Il me dit souvent que j'ai un rythme géologique en amour. C'est vrai.

Quand je parle, je n'utilise jamais le nous conjugal. Je dis : « Je vais faire faire ceci » ou « Je vais aller là ». Mon chum me corrige : « Nous », précise-t-il. « Nous ». Je n'arrive pas à parler en « Nous ».

Le monde est divisé en deux : ceux qui aiment vivre seuls et ceux qui préfèrent la vie à deux. Je fais partie de la première catégorie, mon chum, de la deuxième. Je n'ai pas fait d'études scientifiques, mais je crois que les hommes sont plus « conjugaux » que les femmes.
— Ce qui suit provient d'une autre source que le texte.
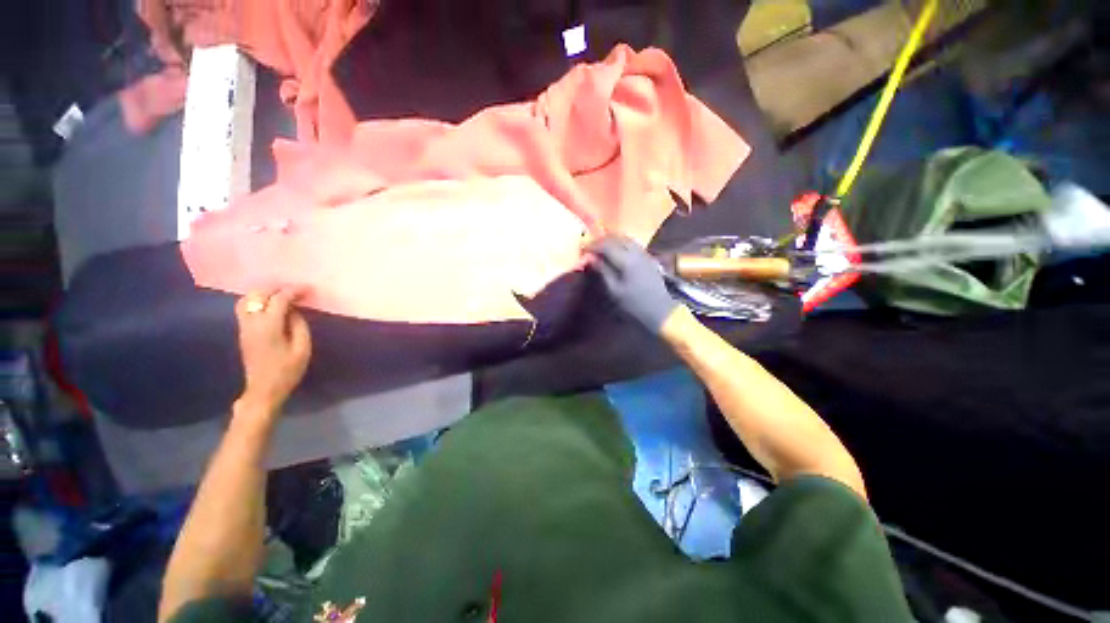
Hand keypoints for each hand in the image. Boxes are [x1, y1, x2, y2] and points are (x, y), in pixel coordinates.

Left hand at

J'aime vivre seule. Le silence de la maison, l'absence de compromis domestiques, l'envie de faire ce que je veux quand je veux, ne rendre de comptes à personne, empiler des livres sur ma table de chevet, lire au milieu de la nuit quand le sommeil fuit. La liberté, la paix, la sainte paix.

J'avoue que je suis un peu tyrannique dans une maison, une sorte d'Hitler en jupon. J'ai des idées très arrêtées en matière de décoration, surtout dans une cuisine : pas de chiffon sur le bec du robinet, pas de serviette sur la barre du poêle, des comptoirs dépouillés, micro-ondes et grille-pain cachés dans les armoires, un espace zen, sans traîneries.

Je suis une vieille fille dans l'âme. Le problème, c'est que ça ne s'arrange pas en vieillissant. Je le sais et je l'assume. Un peu trop, dirait mon chum. Avec raison.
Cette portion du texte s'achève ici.